* Try it *
Where in the data below does the word "North" appear? Copy each line that holds it.

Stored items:

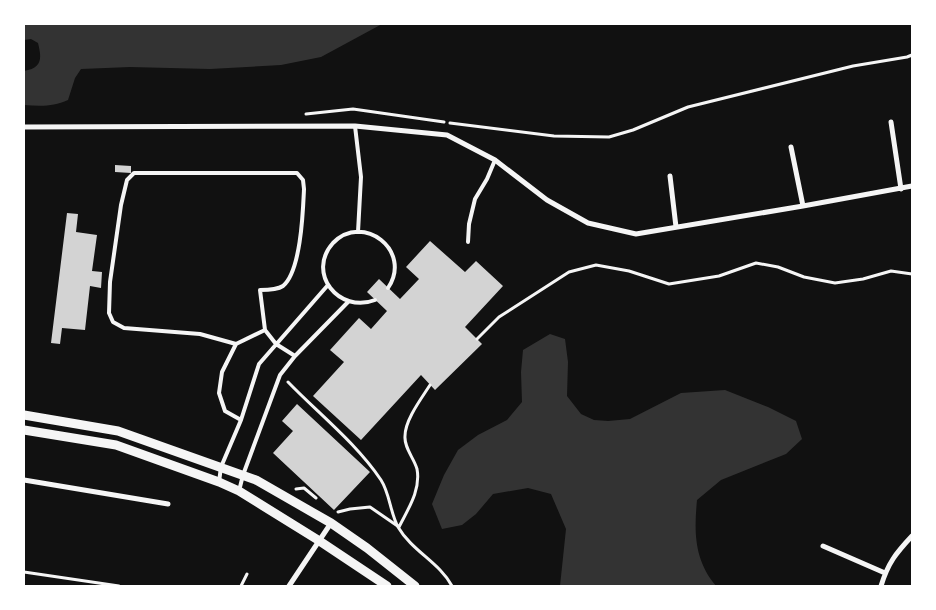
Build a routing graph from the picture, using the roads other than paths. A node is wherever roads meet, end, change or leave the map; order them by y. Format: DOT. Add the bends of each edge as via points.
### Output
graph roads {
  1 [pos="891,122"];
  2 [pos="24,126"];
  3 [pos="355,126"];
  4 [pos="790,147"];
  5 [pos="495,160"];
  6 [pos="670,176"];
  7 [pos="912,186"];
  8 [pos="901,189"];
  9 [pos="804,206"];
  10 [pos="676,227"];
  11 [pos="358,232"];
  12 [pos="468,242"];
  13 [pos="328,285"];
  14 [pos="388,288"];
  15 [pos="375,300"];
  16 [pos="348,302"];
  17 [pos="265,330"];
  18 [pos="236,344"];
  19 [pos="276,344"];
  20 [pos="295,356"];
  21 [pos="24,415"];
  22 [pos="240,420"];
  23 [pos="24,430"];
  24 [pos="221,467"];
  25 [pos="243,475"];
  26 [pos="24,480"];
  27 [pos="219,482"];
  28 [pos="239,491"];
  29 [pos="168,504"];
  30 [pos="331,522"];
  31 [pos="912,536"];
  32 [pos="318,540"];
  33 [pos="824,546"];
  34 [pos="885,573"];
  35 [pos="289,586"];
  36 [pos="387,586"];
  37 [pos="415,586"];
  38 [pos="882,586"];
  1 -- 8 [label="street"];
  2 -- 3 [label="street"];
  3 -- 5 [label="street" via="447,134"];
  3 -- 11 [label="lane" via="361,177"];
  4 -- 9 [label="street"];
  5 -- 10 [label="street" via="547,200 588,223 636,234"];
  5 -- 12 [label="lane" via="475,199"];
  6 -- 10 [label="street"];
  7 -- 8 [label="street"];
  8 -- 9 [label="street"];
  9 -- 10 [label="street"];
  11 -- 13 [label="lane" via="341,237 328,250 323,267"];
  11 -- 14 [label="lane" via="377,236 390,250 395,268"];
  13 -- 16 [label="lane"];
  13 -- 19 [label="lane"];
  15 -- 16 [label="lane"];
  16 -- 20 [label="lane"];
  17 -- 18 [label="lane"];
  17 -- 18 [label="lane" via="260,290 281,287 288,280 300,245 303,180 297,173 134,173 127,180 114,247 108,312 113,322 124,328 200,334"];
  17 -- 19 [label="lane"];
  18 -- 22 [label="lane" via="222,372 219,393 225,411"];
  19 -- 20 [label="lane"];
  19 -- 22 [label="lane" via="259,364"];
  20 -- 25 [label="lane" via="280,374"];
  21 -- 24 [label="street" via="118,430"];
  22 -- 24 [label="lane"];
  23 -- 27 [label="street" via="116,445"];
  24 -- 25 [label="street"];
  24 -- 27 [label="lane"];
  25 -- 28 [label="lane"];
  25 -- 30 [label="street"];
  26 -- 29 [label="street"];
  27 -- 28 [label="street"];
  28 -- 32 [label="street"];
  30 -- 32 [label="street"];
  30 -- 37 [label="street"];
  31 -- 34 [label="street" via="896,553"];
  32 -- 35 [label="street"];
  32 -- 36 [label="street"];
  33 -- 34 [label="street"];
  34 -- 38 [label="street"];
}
...
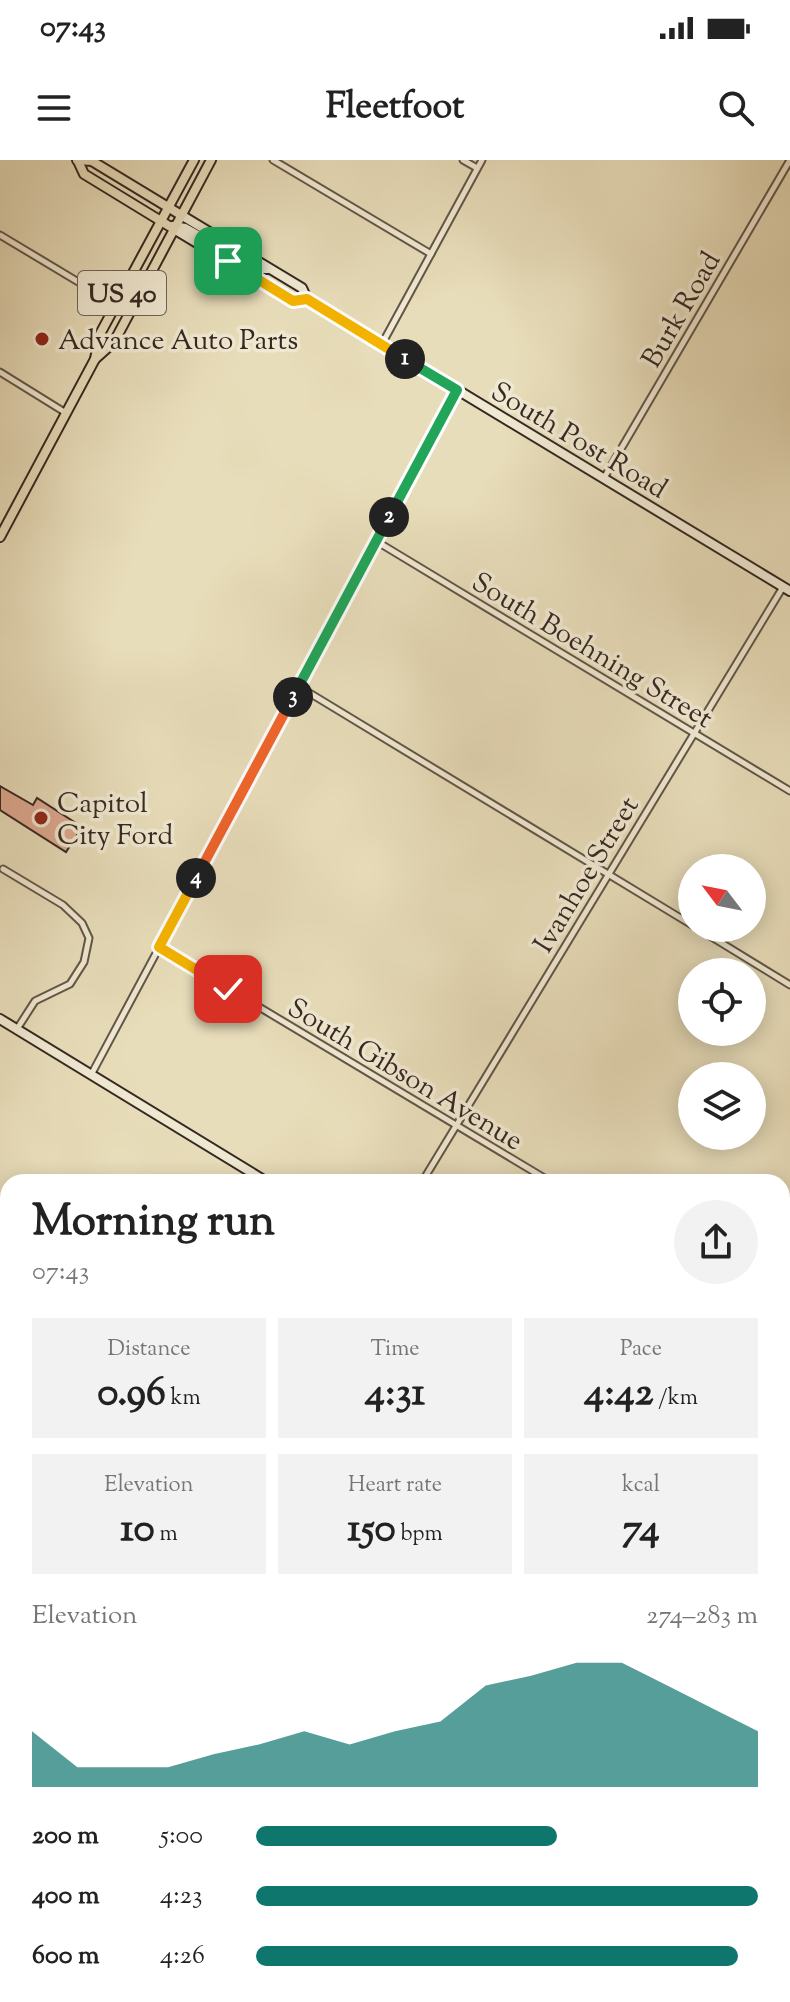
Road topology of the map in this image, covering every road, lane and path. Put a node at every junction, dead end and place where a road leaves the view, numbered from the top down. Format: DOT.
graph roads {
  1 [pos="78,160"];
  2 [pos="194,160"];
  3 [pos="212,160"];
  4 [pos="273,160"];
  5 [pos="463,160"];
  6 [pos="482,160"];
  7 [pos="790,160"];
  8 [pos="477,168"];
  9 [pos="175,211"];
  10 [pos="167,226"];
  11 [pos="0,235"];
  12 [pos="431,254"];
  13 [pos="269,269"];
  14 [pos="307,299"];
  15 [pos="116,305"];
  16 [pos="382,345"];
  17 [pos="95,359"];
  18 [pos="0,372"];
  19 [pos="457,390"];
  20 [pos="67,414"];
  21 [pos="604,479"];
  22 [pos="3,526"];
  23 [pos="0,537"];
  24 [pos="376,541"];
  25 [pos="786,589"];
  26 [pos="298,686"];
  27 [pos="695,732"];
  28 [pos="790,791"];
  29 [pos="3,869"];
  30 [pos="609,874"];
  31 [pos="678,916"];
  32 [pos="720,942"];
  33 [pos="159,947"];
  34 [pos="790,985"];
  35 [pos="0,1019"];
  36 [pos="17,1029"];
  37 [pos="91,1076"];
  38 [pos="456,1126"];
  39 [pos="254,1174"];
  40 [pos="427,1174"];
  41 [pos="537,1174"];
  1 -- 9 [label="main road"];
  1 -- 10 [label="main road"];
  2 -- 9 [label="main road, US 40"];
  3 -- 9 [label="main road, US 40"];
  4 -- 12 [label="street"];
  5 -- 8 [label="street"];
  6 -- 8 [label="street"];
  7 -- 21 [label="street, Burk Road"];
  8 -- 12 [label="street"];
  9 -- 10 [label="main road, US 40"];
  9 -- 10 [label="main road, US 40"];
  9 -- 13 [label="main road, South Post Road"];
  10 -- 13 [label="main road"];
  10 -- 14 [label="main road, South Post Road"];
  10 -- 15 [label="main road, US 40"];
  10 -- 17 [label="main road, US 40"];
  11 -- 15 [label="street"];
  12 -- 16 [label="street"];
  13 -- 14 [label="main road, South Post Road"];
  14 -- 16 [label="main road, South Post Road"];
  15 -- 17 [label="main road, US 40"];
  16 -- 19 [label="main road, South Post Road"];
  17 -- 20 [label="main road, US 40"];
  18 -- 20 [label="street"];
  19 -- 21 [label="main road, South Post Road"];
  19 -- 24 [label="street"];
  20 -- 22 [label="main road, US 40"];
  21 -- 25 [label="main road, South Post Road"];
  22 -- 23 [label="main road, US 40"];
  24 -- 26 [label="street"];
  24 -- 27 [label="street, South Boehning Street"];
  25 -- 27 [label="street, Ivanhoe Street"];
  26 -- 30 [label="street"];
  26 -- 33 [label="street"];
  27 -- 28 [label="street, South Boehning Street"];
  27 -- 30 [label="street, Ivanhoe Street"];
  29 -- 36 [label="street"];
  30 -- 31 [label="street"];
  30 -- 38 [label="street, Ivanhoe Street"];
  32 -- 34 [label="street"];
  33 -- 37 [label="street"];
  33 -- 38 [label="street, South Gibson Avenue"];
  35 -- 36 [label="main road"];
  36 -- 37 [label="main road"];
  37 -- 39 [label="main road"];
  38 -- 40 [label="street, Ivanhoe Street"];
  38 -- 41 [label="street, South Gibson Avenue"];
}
...
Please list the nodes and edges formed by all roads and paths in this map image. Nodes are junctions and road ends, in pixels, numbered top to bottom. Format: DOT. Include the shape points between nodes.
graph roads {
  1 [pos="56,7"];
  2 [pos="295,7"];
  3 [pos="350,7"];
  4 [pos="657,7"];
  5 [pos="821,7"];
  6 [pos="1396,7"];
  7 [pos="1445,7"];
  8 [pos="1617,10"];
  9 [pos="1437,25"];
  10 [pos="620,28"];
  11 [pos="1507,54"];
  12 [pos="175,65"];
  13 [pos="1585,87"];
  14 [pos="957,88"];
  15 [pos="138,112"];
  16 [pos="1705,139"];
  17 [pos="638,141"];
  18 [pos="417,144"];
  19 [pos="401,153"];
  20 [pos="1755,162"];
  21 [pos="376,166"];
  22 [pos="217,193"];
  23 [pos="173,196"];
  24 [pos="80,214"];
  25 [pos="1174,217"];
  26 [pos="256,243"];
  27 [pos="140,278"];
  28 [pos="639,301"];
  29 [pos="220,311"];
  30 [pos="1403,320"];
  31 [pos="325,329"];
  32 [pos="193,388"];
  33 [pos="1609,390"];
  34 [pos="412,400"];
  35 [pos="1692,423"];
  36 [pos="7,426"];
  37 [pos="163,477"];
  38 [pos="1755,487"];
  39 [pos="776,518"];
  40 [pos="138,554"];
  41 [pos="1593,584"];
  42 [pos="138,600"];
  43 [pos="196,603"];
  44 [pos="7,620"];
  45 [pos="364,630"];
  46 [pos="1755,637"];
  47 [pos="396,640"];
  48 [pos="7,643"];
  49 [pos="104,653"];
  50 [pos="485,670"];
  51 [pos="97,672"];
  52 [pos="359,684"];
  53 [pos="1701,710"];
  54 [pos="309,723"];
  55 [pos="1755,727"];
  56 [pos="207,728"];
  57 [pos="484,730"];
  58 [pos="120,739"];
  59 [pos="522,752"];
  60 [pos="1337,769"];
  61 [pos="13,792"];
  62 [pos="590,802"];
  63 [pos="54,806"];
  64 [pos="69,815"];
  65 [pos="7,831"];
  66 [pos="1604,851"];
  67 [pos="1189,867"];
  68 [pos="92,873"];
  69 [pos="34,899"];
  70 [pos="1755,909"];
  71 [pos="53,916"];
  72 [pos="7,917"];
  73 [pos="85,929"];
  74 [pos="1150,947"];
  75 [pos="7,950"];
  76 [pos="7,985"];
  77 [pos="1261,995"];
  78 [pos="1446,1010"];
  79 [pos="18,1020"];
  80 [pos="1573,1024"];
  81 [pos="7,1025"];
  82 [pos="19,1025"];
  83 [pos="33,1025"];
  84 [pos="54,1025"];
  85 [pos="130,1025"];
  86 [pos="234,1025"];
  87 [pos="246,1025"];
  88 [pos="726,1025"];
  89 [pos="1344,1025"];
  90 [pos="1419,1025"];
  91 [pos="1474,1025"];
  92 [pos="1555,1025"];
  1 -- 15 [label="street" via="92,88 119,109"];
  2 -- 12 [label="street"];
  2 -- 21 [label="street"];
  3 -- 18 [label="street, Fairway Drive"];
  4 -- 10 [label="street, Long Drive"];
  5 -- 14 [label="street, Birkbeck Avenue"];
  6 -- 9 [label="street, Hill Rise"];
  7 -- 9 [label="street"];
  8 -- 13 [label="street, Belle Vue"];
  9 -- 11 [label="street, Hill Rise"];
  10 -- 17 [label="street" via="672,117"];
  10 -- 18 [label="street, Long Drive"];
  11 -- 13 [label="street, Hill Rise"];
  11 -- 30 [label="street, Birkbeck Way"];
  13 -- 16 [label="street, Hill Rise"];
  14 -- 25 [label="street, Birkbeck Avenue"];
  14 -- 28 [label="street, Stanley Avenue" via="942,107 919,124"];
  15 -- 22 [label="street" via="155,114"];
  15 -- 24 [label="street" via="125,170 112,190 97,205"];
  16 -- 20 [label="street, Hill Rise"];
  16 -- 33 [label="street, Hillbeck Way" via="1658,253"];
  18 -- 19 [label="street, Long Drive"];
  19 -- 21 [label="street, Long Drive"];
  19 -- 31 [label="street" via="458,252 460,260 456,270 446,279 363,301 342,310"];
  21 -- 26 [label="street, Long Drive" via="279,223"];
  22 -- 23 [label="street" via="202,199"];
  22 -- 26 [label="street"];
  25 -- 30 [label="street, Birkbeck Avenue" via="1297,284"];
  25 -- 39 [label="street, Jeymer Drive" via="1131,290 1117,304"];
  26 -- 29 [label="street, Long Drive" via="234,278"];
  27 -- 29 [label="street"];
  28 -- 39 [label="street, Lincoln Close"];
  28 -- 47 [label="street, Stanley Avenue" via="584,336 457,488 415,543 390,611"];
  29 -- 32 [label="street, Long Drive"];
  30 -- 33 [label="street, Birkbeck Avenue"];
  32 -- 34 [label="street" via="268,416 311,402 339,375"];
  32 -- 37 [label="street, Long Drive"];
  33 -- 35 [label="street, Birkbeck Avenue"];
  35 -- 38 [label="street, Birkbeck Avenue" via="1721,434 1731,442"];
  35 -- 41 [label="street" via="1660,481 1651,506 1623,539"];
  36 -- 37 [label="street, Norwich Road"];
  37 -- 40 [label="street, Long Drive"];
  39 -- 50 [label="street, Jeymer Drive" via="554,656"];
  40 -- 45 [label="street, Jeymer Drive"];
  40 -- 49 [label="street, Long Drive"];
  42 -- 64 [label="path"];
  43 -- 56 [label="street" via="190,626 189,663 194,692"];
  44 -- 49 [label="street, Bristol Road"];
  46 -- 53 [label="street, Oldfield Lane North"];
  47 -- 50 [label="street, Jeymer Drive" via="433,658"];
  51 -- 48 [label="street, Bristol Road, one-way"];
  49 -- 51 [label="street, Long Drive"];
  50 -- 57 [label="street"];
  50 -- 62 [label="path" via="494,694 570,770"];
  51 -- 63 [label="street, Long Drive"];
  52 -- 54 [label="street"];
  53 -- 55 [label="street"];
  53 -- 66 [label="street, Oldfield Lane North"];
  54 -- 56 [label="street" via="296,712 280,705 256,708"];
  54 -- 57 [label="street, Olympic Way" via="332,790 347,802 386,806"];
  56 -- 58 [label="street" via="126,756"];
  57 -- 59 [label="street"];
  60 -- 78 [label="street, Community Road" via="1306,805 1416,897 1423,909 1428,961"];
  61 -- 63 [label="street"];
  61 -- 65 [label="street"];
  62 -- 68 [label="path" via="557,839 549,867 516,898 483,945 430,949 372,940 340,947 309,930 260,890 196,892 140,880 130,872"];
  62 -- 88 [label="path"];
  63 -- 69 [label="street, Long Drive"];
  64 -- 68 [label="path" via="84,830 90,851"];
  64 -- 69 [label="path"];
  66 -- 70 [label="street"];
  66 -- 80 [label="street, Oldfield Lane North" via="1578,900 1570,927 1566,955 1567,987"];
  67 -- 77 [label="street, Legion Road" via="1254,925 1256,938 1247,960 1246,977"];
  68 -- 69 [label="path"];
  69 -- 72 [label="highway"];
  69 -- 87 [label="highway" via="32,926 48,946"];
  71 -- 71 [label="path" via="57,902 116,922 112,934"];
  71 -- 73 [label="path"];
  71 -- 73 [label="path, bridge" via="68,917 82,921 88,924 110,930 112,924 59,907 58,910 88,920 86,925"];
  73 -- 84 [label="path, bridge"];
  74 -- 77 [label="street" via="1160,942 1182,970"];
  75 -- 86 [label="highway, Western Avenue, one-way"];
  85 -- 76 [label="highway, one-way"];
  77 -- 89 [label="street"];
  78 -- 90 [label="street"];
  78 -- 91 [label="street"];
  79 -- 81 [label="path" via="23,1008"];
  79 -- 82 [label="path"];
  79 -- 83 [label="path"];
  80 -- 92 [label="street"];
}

* Written response *
  46 -- 53 [label="street, Oldfield Lane North"];
  53 -- 66 [label="street, Oldfield Lane North"];
  66 -- 80 [label="street, Oldfield Lane North" via="1578,900 1570,927 1566,955 1567,987"];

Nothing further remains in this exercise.